Ahead of the 1993–94 season, three of Southampton's major signings were released after just a year in the squad – winger Perry Groves, who had signed from Arsenal for £750,000 the previous August, retired from professional football due to an ongoing Achilles injury, joining young Conference side Dagenham & Redbridge in the summer of 1993; striker David Speedie, who had been "reluctantly" brought in from Blackburn Rovers for £400,000 and as part-exchange for Alan Shearer, joined Leicester City in August after several loan spells during 1992–93; and Kerry Dixon, another striker who was signed for £575,000 from Chelsea to help replace Shearer but spent much of his debut season out on loan, joined Luton Town on a free transfer in October after a brief loan spell. Also signed during the summer were Simon Charlton, who made the step up from Second Division club Huddersfield Town to take over as first-choice left-back; and youngsters Colin Cramb and Paul McDonald, who joined for a combined fee of £150,000 from Scottish side Hamilton Academical.

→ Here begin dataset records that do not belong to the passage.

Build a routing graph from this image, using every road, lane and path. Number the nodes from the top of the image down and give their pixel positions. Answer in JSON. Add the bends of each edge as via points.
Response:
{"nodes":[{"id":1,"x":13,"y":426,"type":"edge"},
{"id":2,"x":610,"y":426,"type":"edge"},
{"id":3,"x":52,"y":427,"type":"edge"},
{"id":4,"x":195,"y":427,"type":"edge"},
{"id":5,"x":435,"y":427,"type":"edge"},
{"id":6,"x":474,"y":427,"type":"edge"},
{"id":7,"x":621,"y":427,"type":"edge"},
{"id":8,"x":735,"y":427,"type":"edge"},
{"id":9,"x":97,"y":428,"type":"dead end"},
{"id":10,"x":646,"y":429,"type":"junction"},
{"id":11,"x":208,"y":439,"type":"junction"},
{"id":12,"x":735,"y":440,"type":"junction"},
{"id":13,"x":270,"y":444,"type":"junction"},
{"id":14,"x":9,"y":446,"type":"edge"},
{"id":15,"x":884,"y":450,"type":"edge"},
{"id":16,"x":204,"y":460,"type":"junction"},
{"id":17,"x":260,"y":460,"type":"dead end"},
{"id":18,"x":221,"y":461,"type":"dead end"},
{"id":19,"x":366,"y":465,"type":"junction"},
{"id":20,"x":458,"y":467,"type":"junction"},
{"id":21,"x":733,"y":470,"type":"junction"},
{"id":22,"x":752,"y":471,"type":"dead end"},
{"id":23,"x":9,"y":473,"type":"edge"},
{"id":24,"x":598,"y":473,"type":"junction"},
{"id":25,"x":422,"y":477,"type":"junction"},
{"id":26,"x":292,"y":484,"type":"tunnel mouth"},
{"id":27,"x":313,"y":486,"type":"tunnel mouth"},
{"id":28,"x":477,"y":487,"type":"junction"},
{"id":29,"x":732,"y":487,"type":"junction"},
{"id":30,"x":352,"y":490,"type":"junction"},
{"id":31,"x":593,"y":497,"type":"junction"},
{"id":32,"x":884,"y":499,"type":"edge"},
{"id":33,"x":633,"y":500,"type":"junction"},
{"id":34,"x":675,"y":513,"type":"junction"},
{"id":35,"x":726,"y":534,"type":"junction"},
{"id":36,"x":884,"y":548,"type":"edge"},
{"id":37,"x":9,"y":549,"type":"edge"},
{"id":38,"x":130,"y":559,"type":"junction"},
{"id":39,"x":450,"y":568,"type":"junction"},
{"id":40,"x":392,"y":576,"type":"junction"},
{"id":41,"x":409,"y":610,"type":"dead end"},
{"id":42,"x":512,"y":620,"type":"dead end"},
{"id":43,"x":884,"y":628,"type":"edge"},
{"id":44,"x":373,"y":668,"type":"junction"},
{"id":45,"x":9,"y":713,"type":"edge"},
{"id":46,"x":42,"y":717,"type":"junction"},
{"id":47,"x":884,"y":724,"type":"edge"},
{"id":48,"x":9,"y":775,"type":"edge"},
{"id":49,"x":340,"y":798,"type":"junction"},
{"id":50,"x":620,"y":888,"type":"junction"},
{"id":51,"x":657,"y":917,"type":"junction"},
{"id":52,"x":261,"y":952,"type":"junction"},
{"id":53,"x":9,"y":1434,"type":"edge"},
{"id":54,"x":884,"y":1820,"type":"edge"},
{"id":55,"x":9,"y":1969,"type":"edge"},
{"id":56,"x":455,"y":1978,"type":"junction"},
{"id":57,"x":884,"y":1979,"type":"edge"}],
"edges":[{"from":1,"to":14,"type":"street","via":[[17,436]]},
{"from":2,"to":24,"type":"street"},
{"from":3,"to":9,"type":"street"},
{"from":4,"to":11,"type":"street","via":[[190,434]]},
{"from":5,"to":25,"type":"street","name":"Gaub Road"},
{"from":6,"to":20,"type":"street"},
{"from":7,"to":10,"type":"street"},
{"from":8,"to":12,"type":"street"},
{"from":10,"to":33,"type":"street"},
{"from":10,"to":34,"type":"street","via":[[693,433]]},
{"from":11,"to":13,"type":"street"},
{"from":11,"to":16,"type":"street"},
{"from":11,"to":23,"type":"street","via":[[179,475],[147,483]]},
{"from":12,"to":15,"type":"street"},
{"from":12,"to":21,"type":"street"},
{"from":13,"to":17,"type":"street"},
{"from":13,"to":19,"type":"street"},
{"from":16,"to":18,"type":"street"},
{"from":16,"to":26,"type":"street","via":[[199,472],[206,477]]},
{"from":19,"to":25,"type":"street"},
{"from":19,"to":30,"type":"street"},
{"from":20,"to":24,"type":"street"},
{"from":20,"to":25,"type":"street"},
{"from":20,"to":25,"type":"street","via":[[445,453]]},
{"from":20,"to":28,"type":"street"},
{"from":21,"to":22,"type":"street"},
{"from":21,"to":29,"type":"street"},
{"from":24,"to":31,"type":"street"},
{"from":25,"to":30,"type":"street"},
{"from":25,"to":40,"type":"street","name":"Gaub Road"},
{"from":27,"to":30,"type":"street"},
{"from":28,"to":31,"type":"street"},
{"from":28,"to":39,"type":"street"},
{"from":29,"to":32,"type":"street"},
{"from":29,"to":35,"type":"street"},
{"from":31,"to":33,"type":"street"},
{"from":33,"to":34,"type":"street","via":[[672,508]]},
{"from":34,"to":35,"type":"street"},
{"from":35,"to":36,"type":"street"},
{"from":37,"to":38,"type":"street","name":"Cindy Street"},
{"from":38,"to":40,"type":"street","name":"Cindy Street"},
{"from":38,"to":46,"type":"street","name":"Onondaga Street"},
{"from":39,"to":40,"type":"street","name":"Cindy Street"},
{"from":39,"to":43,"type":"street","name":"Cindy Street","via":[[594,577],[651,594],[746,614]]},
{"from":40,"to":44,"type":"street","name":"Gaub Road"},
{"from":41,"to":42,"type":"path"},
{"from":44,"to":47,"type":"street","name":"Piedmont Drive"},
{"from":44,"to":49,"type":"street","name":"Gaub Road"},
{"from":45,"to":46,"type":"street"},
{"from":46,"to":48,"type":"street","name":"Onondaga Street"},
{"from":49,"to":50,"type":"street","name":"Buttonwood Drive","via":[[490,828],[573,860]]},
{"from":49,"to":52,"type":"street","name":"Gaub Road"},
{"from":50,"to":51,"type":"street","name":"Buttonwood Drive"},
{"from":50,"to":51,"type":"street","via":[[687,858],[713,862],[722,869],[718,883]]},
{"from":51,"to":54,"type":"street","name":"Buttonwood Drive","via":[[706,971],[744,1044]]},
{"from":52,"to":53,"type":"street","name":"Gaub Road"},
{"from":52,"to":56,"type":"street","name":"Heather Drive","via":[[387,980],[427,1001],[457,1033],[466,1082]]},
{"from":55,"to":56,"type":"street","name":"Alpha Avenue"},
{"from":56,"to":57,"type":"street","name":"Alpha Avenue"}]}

Manager Ian Branfoot continued to strengthen Southampton's squad throughout the first half of the season. After failing to re-sign Danny Wallace from Manchester United, as well as add right-back Tim Breacker and midfielder Ian Bishop from West Ham United, he eventually signed Paul Allen from Tottenham Hotspur in September for £500,000. Early the next month, the Saints brought in 37-year-old midfielder Peter Reid, who had just been sacked as player-manager at Manchester City. In November, after approaches from multiple clubs, the team sold Tim Flowers to Blackburn Rovers for £2.4 million – a new world record transfer fee for a goalkeeper. He was replaced the same day in the Southampton squad by Dave Beasant, who signed from Chelsea for £300,000. Two weeks before Christmas, veteran midfielder Glenn Cockerill left on a free transfer to Leyton Orient.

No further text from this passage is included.